In many people's minds, wine is the rich, monocle-wearing snob of the food world who occasionally wanders in to yell at the Three Stooges. Today's deal calls wine down from its lofty aerie to perch gently on your extended pinkie. For $25, you'll get a fun, educational evening of wine tasting with the Saucy Sisters at the Professional Bartending School of Nashville for $25 (a $45 value). This seminar takes place once a month, and the next one is scheduled for Thursday, January 14, from 6 p.m. to 9 p.m. (more will be added based on demand). You have to be 21 or older to attend, or 147 if you're a dog with impeccable taste. Call ahead to reserve your spot.
Along with a variety of wines to taste and cheesy, fruity snacks to nibble, your evening will include a healthy dose of laughs courtesy of the Saucy Sisters, Barbara and Beverly. These well-known local radio and TV personalities have written books such as The Everything Wine Book, The Saucy Sisters’ Guide to Wine: What Every Girl Should Know Before She Uncorks, and Best Places To Eat in Nashville. The sisters delight in defrocking wine of its stuffy pretensions so that you can focus on the taste of the wine itself. But the sisters still manage to sneak a lot of information into their lively, charming banter, and you'll leave surprised at how much more you suddenly know about wine and breaking wild horses.

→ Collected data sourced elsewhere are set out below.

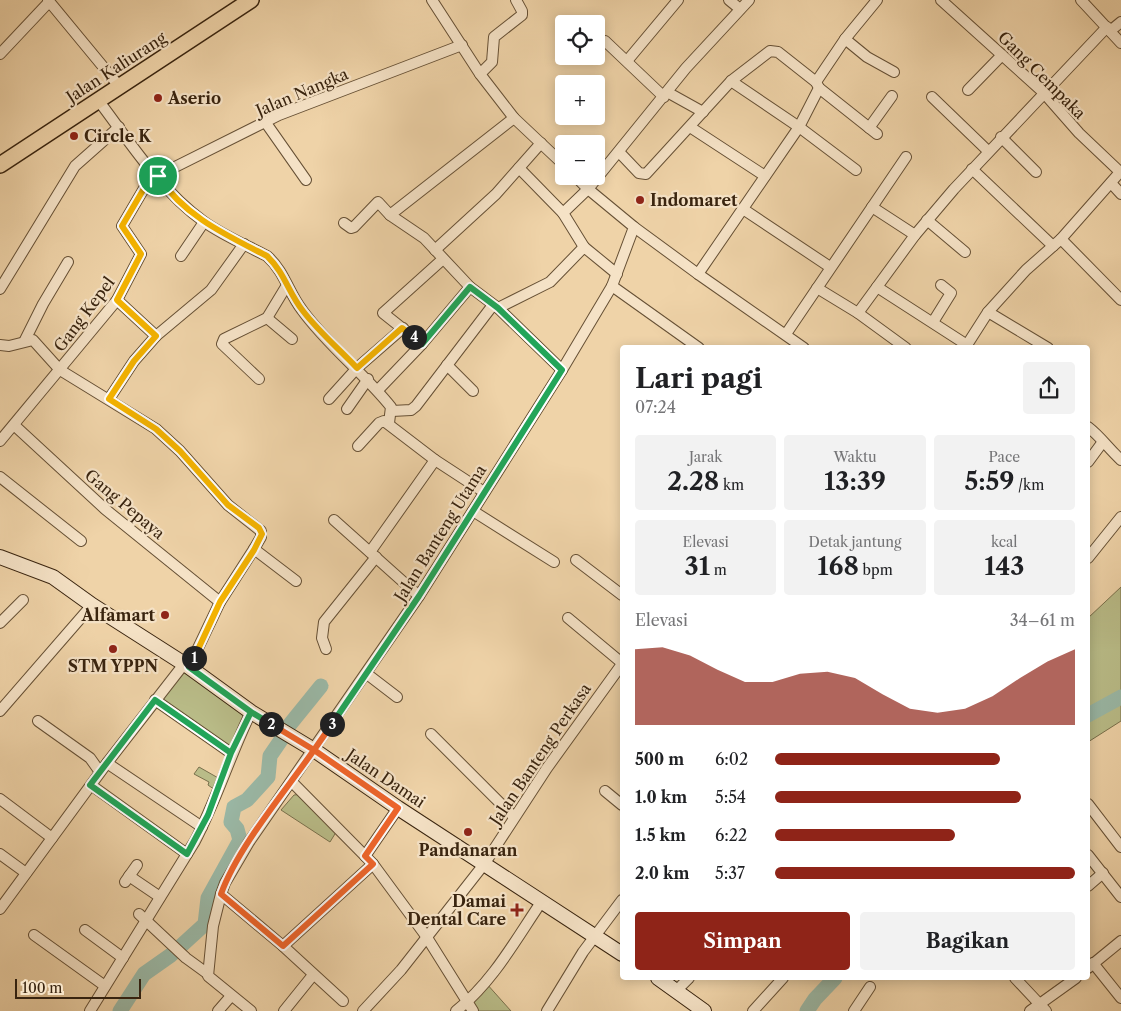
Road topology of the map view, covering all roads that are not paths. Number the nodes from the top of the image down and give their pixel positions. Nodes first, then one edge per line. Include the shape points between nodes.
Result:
1 (251, 0) edge
2 (432, 0) edge
3 (516, 0) edge
4 (678, 0) edge
5 (729, 0) edge
6 (749, 0) edge
7 (877, 0) edge
8 (941, 0) edge
9 (1081, 0) edge
10 (48, 1) edge
11 (740, 9) junction
12 (1121, 22) edge
13 (1108, 29) junction
14 (845, 39) junction
15 (605, 41) dead end
16 (1121, 44) edge
17 (462, 45) junction
18 (0, 54) edge
19 (1002, 55) junction
20 (627, 61) junction
21 (894, 72) dead end
22 (480, 74) junction
23 (731, 81) junction
24 (817, 85) junction
25 (119, 86) junction
26 (968, 90) dead end
27 (1043, 92) junction
28 (666, 94) junction
29 (892, 96) dead end
30 (932, 97) dead end
31 (98, 100) junction
32 (704, 112) junction
33 (514, 118) junction
34 (266, 122) junction
35 (119, 127) junction
36 (690, 127) junction
37 (799, 127) junction
38 (1001, 137) junction
39 (541, 144) junction
40 (988, 151) junction
41 (619, 152) junction
42 (555, 157) edge
43 (906, 157) dead end
44 (0, 165) edge
45 (520, 168) junction
46 (972, 169) junction
47 (856, 170) dead end
48 (1036, 172) dead end
49 (1120, 172) edge
50 (158, 176) junction
51 (766, 176) junction
52 (306, 180) dead end
53 (1111, 183) junction
54 (584, 185) edge
55 (588, 189) junction
56 (1121, 194) edge
57 (872, 207) junction
58 (743, 209) junction
59 (563, 213) junction
60 (390, 215) junction
61 (927, 220) junction
62 (204, 222) junction
63 (344, 223) dead end
64 (634, 227) junction
65 (915, 235) junction
66 (1057, 242) junction
67 (244, 244) junction
68 (584, 247) junction
69 (435, 250) junction
70 (965, 252) dead end
71 (181, 256) dead end
72 (443, 259) junction
73 (68, 262) dead end
74 (830, 267) junction
75 (617, 274) junction
76 (698, 274) junction
77 (284, 278) junction
78 (941, 285) dead end
79 (612, 286) junction
80 (470, 287) junction
81 (877, 287) junction
82 (817, 288) junction
83 (0, 289) edge
84 (117, 300) junction
85 (1121, 300) edge
86 (495, 307) junction
87 (988, 312) junction
88 (858, 313) junction
89 (267, 318) junction
90 (933, 322) junction
91 (402, 328) junction
92 (786, 334) junction
93 (156, 336) junction
94 (292, 339) dead end
95 (25, 340) junction
96 (0, 344) edge
97 (422, 344) junction
98 (695, 345) edge
99 (800, 345) edge
100 (901, 345) edge
101 (965, 345) edge
102 (967, 345) edge
103 (1043, 345) edge
104 (448, 365) junction
105 (357, 368) junction
106 (60, 370) junction
107 (562, 370) junction
108 (259, 379) dead end
109 (368, 380) junction
110 (378, 390) junction
111 (473, 390) dead end
112 (109, 399) junction
113 (329, 399) dead end
114 (347, 409) dead end
115 (392, 411) junction
116 (389, 423) junction
117 (14, 426) junction
118 (1090, 428) edge
119 (0, 441) edge
120 (1102, 443) junction
121 (358, 446) dead end
122 (1090, 459) edge
123 (436, 460) junction
124 (1121, 460) edge
125 (0, 477) edge
126 (484, 492) junction
127 (473, 511) junction
128 (1121, 517) edge
129 (334, 520) dead end
130 (81, 541) dead end
131 (254, 550) junction
132 (373, 555) junction
133 (1090, 556) edge
134 (0, 557) edge
135 (576, 560) dead end
136 (554, 562) dead end
137 (296, 581) dead end
138 (620, 594) edge
139 (419, 596) junction
140 (23, 600) dead end
141 (220, 602) junction
142 (92, 605) junction
143 (568, 618) dead end
144 (0, 622) edge
145 (326, 649) dead end
146 (620, 662) edge
147 (187, 666) junction
148 (620, 667) edge
149 (366, 674) junction
150 (397, 697) dead end
151 (155, 700) junction
152 (0, 711) edge
153 (251, 712) junction
154 (38, 721) dead end
155 (431, 734) dead end
156 (314, 750) junction
157 (231, 753) junction
158 (107, 763) junction
159 (100, 772) junction
160 (292, 782) junction
161 (90, 785) junction
162 (605, 791) dead end
163 (0, 799) edge
164 (620, 802) edge
165 (1090, 807) edge
166 (398, 808) junction
167 (514, 817) junction
168 (202, 827) junction
169 (52, 838) junction
170 (1121, 847) edge
171 (186, 853) junction
172 (0, 854) edge
173 (365, 856) junction
174 (1090, 857) edge
175 (485, 863) junction
176 (373, 864) junction
177 (136, 865) dead end
178 (26, 873) junction
179 (1103, 873) junction
180 (1090, 884) edge
181 (0, 889) edge
182 (221, 894) junction
183 (9, 896) junction
184 (159, 896) junction
185 (1121, 897) edge
186 (542, 901) junction
187 (620, 903) edge
188 (0, 909) edge
189 (144, 917) junction
190 (85, 930) dead end
191 (34, 935) dead end
192 (426, 936) junction
193 (595, 936) junction
194 (1121, 941) edge
195 (283, 946) junction
196 (620, 953) edge
197 (123, 958) junction
198 (1090, 966) edge
199 (208, 974) junction
200 (313, 975) junction
201 (661, 980) edge
202 (686, 980) edge
203 (781, 980) edge
204 (1017, 980) edge
205 (1071, 980) edge
206 (105, 986) junction
207 (870, 987) dead end
208 (677, 990) junction
209 (231, 996) junction
210 (1121, 998) edge
211 (343, 1001) dead end
212 (470, 1007) edge
213 (1043, 1007) edge
214 (700, 1010) edge
215 (856, 1010) edge
216 (90, 1011) edge
217 (218, 1011) edge
218 (251, 1011) edge
219 (284, 1011) edge
220 (363, 1011) edge
221 (456, 1011) edge
222 (547, 1011) edge
223 (753, 1011) edge
224 (1030, 1011) edge

1 - 25 main road, Jalan Kaliurang
2 - 17 street
3 - 22 street via 522,15 494,38 492,62
4 - 20 street
5 - 11 street
6 - 11 street
7 - 14 street
8 - 19 street, Gang Cempaka
9 - 13 street
10 - 18 street
10 - 25 street
11 - 28 street
12 - 13 street
13 - 16 street
13 - 27 street
14 - 21 street
14 - 24 street
15 - 20 street
17 - 22 street
17 - 34 street, Jalan Nangka
19 - 26 street
19 - 27 street, Gang Cempaka
20 - 28 street
22 - 33 street
23 - 24 street via 766,53 774,51
23 - 32 street
23 - 37 street
24 - 29 street via 873,131
24 - 37 street
25 - 31 main road, Jalan Kaliurang
27 - 38 street
27 - 49 street, Gang Cempaka
28 - 32 street
28 - 41 street
30 - 40 street
31 - 35 street
31 - 44 main road, Jalan Kaliurang
32 - 36 street
33 - 39 street
33 - 60 street
34 - 50 street, Jalan Nangka
34 - 52 street
35 - 50 street
35 - 83 street via 75,166
36 - 41 street via 646,174 639,173
36 - 51 street
37 - 47 street
37 - 51 street
38 - 40 street
38 - 48 street
39 - 42 street
39 - 45 street
40 - 46 street
41 - 55 street
43 - 57 street
45 - 59 street
45 - 69 street
46 - 61 street
46 - 66 street
49 - 53 street
50 - 62 street via 166,189
50 - 84 street, Gang Kepel via 149,180 122,226 141,254
51 - 58 street
53 - 56 street
53 - 66 street
54 - 55 street
55 - 59 street
55 - 64 street
57 - 65 street
57 - 74 street
58 - 74 street
58 - 76 street
59 - 68 street
60 - 63 street via 378,202 354,227
60 - 69 street via 424,238
61 - 65 street
61 - 70 street
62 - 67 street
62 - 71 street
64 - 75 street, Jalan Banteng Utama
64 - 76 street
65 - 81 street
66 - 85 street
66 - 87 street
67 - 77 street via 267,256
67 - 93 street via 211,290
68 - 75 street
68 - 86 street via 550,282
69 - 72 street
72 - 80 street
72 - 91 street via 382,313
73 - 95 street
74 - 82 street
75 - 79 street, Jalan Banteng Utama
76 - 92 street
77 - 89 street
77 - 105 street via 302,310
78 - 90 street via 950,293
79 - 98 street
79 - 107 street, Jalan Banteng Utama
80 - 86 street
80 - 97 street
81 - 88 street
81 - 90 street
82 - 88 street
82 - 92 street
84 - 93 street
84 - 106 street, Gang Kepel
86 - 104 street
86 - 107 street
87 - 102 street
87 - 103 street
88 - 100 street
89 - 94 street
89 - 108 street via 224,339 222,344
90 - 101 street
91 - 97 street
91 - 105 street
92 - 99 street
93 - 112 street via 134,361
95 - 96 street via 9,346
95 - 106 street via 33,340
97 - 110 street
104 - 111 street
104 - 115 street via 411,410
105 - 109 street
105 - 113 street
106 - 112 street
106 - 117 street, Gang Kepel
107 - 126 street, Jalan Banteng Utama
109 - 110 street
109 - 114 street
110 - 115 street
112 - 131 street via 156,429 228,505 259,528 262,537
115 - 116 street
116 - 121 street via 379,423
116 - 123 street
117 - 119 street, Gang Kepel
117 - 141 street, Gang Pepaya via 105,510
118 - 120 street via 1100,436
120 - 122 street
120 - 124 street
123 - 126 street
123 - 132 street
125 - 130 street
126 - 127 street, Jalan Banteng Utama
127 - 136 street
127 - 139 street, Jalan Banteng Utama
128 - 133 street
129 - 132 street
131 - 137 street
131 - 141 street
132 - 139 street
132 - 145 street via 324,622 322,638
134 - 142 main road, Jalan Damai via 53,577
135 - 138 street
139 - 149 street, Jalan Banteng Utama
140 - 144 street
141 - 147 street
142 - 147 main road, Jalan Damai
142 - 152 street
143 - 146 street
147 - 151 street
147 - 153 main road, Jalan Damai
148 - 167 street, Jalan Banteng Perkasa
149 - 150 street
149 - 156 street, Jalan Banteng Utama
151 - 157 street
151 - 158 street
153 - 156 main road, Jalan Damai
153 - 157 street
154 - 159 street via 90,758
155 - 167 street
156 - 160 street, Jalan Banteng Utama
156 - 166 main road, Jalan Damai
157 - 168 street
158 - 159 street
158 - 168 street
159 - 161 street
160 - 173 street
160 - 182 street, Jalan Banteng Utama via 249,842
161 - 169 street
161 - 171 street
162 - 164 street
163 - 169 street
165 - 170 street
166 - 173 street
166 - 175 main road, Jalan Damai
167 - 175 street, Jalan Banteng Perkasa
168 - 171 street
169 - 178 street
171 - 184 street
172 - 178 street
173 - 176 street
174 - 179 street
175 - 186 main road, Jalan Damai
175 - 192 street, Jalan Banteng Perkasa
176 - 192 street
176 - 195 street
177 - 184 street via 127,879
178 - 183 street
179 - 180 street
179 - 185 street
181 - 183 street
182 - 195 street
182 - 199 street, Jalan Banteng Utama via 213,926
183 - 188 street
184 - 189 street
186 - 193 main road, Jalan Damai
186 - 212 street
187 - 193 street
189 - 197 street
189 - 199 street via 186,958
190 - 197 street
191 - 206 street
192 - 212 street
192 - 220 street, Jalan Banteng Perkasa via 401,970
193 - 196 main road, Jalan Damai
193 - 222 street
194 - 198 street
195 - 200 street
197 - 206 street
198 - 210 street
199 - 209 street
200 - 211 street
200 - 219 street
201 - 208 main road
202 - 208 street
203 - 223 street
204 - 213 street
205 - 213 street
206 - 216 street
207 - 215 street
208 - 214 main road
209 - 217 street
209 - 218 street
212 - 221 street
213 - 224 street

The Saucy Sisters will guide you on a tour of all the types of wine mentioned in Pablo Neruda's "Ode to Wine", including day-colored wine, night-colored wine, wine with purple feet, and wine with topaz blood. Neruda also said of wine that "at the least, you must be shared." The same can be said of wine tastings, so get this deal for your mail carrier and share your evening with the sisters.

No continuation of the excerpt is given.